Police in Washington, D.C., arrested 1,252 Americans as part of a 15-day event at the White House protesting the controversial 1,700-mile Keystone XL tar sands oil pipeline. The two-week demonstration, initiated by environmentalist Bill McKibben, was the largest on global warming in U.S. history.
There are numerous reasons to object to this pipeline: Privately held TransCanada, the pipeline owner, is responsible for 12 oil spills in the U.S. in 2011; tar sands strip mining in Alberta, Canada, already involves clear-cutting boreal forests, breaking indigenous treaties, irreversibly damaging water quality, and introducing toxic waste into the food chain affecting human health. Pipeline jobs are few, temporary, poorly paid, and often given to migrant workers; the pipeline extension threatens the Ogallala Aquifer, America’s largest freshwater reserve; and it takes 8,800 pounds of earth and tar sands, plus an average of 155 gallons of fresh water, to produce one barrel of tar sands oil, which will fill half a tank of a Chevy Suburban.

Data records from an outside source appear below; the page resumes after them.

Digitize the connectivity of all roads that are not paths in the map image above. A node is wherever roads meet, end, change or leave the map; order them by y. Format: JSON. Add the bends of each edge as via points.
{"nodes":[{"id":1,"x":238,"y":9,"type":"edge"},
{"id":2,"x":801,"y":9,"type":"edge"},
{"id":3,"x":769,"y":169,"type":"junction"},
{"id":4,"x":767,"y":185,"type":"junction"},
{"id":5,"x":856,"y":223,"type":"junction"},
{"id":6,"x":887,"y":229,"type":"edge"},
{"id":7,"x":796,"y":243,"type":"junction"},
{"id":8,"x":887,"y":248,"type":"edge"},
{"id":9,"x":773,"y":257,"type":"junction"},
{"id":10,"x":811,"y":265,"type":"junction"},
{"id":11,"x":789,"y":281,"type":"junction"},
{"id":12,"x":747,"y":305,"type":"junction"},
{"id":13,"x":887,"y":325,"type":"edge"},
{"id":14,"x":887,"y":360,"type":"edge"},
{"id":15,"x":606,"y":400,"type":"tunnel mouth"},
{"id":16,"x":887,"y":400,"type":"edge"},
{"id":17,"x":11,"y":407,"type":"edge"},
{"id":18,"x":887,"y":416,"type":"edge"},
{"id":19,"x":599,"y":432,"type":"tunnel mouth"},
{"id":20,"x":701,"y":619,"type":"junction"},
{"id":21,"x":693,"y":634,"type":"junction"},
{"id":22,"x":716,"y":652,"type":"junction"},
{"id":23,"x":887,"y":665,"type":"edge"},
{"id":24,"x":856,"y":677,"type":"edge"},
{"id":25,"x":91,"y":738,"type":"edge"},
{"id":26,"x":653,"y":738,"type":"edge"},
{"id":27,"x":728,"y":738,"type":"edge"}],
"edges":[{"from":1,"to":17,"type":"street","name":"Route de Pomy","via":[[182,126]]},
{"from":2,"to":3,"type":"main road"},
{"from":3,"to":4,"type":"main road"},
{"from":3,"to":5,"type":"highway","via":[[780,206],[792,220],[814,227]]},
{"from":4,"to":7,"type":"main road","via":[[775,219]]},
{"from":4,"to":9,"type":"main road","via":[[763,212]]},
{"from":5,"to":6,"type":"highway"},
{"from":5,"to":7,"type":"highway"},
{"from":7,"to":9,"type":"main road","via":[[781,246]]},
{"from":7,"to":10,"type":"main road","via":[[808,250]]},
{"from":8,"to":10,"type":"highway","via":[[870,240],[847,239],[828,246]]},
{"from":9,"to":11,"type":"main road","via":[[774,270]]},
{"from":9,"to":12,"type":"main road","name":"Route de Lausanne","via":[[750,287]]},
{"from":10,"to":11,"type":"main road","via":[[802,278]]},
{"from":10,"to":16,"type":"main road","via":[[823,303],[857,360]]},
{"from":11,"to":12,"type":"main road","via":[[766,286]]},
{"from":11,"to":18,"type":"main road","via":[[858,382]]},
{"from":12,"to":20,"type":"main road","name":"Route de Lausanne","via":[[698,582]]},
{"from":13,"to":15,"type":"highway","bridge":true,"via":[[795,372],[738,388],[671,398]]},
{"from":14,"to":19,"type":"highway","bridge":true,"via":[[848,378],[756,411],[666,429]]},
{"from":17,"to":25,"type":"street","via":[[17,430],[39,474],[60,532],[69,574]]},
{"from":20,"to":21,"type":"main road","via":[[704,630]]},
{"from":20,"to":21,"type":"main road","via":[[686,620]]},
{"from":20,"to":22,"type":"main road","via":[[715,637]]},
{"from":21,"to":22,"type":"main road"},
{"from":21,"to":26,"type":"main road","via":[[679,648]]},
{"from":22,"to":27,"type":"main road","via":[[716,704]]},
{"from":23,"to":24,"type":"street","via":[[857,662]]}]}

But there is one reason that makes this pipeline different. “Exploitation of tar sands would make it implausible to stabilize the climate and avoid disastrous global climate impacts,” says NASA’s leading climate scientist James Hansen, who was arrested with religious leaders as part of the protest. “If the tar sands are thrown into the mix, it is essentially game over.” The U.S. Environmental Protection Agency points out that Canadian tar sands carbon emissions are “82 percent greater than the average crude refined in the U.S., on a well-to-tank basis.” This pipeline is a climate killer.